Le but est de trouver la clé, ce qui est parfois équivalent à trouver le chiffré, mais souvent plus ambitieux.

Attaque ou l’on essaye de deviner le texte clair (en asymétrique) :
L’attaquant dispose d’un texte chiffré et choisit un texte clair. Il chiffre ce texte clair à l’aide de la clé publique de la victime, dans le cas d’un algorithme à clé publique. En comparant le résultat avec le texte chiffré dont il dispose, il peut déterminer si sa supposition était correcte.
La victime de ce type d’attaque peut s’en prémunir en ajoutant aux données qu’il chiffre des bits aléatoires. Ce procédé permet de se prémunir d’autres types d’attaques, comme celle exploitant le fait qu’un groupe d’utilisateurs partagent la même valeur de e pour RSA par exemple.

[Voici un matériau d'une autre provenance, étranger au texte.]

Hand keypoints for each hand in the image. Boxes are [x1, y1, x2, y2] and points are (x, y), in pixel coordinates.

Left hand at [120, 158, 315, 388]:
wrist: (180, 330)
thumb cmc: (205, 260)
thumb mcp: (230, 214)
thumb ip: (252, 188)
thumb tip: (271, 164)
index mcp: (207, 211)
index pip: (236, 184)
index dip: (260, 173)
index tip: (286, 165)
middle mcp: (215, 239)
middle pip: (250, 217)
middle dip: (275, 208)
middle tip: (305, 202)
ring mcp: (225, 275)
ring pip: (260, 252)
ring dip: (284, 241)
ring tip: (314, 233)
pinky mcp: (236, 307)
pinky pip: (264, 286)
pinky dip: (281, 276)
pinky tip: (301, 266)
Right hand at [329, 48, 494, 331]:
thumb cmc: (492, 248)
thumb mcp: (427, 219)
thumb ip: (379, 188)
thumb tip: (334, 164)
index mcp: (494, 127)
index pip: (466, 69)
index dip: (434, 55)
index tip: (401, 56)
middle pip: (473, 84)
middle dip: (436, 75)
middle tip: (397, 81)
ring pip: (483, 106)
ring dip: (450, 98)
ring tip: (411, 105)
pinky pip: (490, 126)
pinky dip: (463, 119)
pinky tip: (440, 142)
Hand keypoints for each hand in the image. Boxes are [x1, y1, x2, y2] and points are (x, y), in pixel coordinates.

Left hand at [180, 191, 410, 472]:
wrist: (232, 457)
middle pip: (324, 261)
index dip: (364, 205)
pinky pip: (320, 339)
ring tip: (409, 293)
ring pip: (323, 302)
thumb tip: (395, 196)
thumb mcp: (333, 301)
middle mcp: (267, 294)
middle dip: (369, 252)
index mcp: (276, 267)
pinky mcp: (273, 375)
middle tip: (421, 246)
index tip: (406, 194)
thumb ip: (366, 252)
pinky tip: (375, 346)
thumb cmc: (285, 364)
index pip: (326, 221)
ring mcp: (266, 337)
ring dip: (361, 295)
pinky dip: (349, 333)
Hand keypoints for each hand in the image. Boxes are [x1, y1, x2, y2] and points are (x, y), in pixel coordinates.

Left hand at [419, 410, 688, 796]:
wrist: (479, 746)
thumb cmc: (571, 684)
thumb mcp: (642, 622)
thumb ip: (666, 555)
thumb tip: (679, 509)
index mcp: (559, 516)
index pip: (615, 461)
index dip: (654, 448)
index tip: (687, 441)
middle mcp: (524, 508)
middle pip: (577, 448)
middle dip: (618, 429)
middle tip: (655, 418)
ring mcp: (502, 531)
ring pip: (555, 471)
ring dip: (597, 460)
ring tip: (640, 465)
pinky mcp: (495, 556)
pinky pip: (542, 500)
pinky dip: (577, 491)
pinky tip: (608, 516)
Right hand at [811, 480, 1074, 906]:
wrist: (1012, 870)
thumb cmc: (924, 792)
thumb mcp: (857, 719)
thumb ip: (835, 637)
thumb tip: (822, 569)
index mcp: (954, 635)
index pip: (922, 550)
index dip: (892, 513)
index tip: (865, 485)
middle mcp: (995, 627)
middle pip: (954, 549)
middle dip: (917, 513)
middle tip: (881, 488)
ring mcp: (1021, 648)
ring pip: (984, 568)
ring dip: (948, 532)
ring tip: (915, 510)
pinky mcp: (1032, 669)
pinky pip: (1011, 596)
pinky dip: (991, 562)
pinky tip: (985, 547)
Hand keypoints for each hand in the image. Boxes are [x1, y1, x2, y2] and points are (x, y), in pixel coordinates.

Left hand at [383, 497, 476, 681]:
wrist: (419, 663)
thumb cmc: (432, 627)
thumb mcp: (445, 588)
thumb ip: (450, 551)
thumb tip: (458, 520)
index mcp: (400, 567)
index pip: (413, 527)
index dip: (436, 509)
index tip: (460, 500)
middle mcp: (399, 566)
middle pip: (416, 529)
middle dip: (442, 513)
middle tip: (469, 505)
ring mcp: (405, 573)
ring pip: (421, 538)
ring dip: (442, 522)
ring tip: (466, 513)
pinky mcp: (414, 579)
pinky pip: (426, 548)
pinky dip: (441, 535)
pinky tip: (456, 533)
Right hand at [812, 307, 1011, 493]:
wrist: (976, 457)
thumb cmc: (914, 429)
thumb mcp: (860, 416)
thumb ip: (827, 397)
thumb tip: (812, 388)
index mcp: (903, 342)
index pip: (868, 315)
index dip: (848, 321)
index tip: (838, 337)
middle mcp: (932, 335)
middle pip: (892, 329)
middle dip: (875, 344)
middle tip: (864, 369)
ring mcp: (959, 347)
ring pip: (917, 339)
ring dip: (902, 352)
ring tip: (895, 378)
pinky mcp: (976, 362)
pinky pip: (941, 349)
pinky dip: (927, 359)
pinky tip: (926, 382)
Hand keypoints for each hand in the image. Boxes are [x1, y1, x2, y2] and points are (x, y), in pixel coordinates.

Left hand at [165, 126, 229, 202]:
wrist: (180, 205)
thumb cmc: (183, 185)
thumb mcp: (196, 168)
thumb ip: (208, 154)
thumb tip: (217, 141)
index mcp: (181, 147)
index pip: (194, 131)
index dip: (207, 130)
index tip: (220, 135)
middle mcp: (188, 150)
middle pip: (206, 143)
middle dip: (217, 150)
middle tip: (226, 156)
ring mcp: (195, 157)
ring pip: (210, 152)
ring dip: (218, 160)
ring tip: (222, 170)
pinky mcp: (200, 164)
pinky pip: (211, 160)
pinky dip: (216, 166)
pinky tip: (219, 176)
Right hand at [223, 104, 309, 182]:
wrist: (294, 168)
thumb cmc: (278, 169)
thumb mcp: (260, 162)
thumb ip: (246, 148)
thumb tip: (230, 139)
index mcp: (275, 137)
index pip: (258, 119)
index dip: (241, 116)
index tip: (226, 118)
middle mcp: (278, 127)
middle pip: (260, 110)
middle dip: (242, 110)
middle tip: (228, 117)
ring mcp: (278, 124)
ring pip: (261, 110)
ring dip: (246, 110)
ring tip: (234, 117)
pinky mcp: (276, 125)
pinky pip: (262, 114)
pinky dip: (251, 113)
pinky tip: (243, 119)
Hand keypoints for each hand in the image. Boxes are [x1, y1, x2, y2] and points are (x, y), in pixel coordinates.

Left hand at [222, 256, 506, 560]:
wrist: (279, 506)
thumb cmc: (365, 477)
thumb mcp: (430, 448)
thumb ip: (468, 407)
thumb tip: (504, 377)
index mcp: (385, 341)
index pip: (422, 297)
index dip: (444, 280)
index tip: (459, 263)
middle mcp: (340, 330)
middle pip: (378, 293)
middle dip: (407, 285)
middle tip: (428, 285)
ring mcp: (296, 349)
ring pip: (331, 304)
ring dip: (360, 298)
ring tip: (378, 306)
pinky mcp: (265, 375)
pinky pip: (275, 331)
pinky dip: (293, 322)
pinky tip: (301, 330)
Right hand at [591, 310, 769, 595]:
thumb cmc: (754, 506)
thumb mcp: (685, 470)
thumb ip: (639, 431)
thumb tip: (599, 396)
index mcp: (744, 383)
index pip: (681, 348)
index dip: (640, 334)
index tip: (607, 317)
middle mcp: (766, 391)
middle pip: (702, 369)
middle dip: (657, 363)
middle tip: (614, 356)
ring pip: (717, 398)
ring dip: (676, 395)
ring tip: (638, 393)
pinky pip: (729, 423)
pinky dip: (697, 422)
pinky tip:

Cryptanalyse différentielle :
Cette méthode récente (1990) est une attaque à texte clair choisi, initialement faite sur le DES. On choisit deux textes clairs avec des différences connues (l’opérateur étant le XOR), puis on analyse l’évolution des différences entre les textes chiffrés avec une même clé à chaque ronde. En regardant les différences finales entre les paires de textes chiffrés on donne diverses probabilités aux clés testées. En affinant, on arrive à la clé la plus probable.
Cette attaque est d’autant plus efficace que le nombre de rondes est réduit (sur 8 au lieu de 16 pour le DES ça marche pas mal).
Evidemment, les détails sont un peu plus compliqués. Voir les bouquins pour plus de détails.
La NSA, avec une dizaine d’années d’avance sur la recherche publique, connaissait ce type d’attaque. DES, que la NSA à contribué à concevoir (notamment les tables-S) avait notamment été protégé contre cette attaque.
Il est à noter que cette attaque nécessite un nombre impressionnant de couples clairs/chiffrés... ce qui la rend infaisable dans la plupart des cas réels.

Cryptanalyse linéaire :
Je n’ai pas regardé le sujet d’assez près. Ce qu’en dit Schneier c’est qu’elle "utilise des approximations linéaires pour décrire l’action d’un algorithme de chiffrement par blocs". La conception du DES ne le protège pas particulièrement contre cette attaque, encore plus récente que la différentielle.
Le nombre de textes clairs connus requis est faramineux, et rend aussi cette attaque malaisée dans le réalité.

Recherche exhaustive
C’est la méthode la plus répandue : on prend un couple clair/chiffré, et on essaye toutes les clés jusqu’à trouver la bonne.
Pour un DES simple (clé de 56 bits), on trouvera en moyenne la bonne clé au bout de 2^55 essais.
Cette attaque n’est efficace que dans le cas ou toutes les clés sont équiprobables : dans le cas de la factorisation ou de l’exponentiation modulaire (RSA ou Diffie-Hellman), ce n’est certainement pas l’attaque la plus efficace, parce ce que tous les éléments de l’espace des clés n’ont pas la même probabilité d’être des clés.
Trouver des couples clairs/chiffrés n’est pas si compliqué qu’il y parait : les entêtes des fichiers chiffrés, ou les premiers termes d’un protocole de communication sont souvent connus.
Pour la taille des clés et la recherche exhaustive, voir la FAQ de Thomas Pornin.
Pour la meilleure attaque contre le DES pour le moment, voir http://www.eff.org/descracker(ils ont construit une machine dédiée pour 250000 $ qui trouve une clé DES-56 en moins de 3 jours, et en 22 h 15 m accompagnée de 100000 PC sur internet...)
Pour les meilleures attaques contre RSA (qui ne sont pas des recherches exhaustives...), voir http://www.rsasecurity.com/rsalabs/challenges/factoring/faq.html

Attaques contre la conception des systèmes cryptographiques...
Les algorithmes au coeur d’un système cryptographique peuvent être sûrs et bien conçus, mais la façon de les agencer et de s’en servir peut être source de failles de sécurité. Nombre de sociétés, dont la crypto et/ou la sécurité n’est pas le métier, ne se privent par exemple pas de récupérer sur internet des sources libres d’algorithmes (fonctions de chiffrement par blocs, fonctions de chiffrement asymétrique, fonctions de hachage...) et des les implémenter rapidement, sans vérifications, conformément au business plan qui veut toujours que le produit aurait du sortir avant-hier...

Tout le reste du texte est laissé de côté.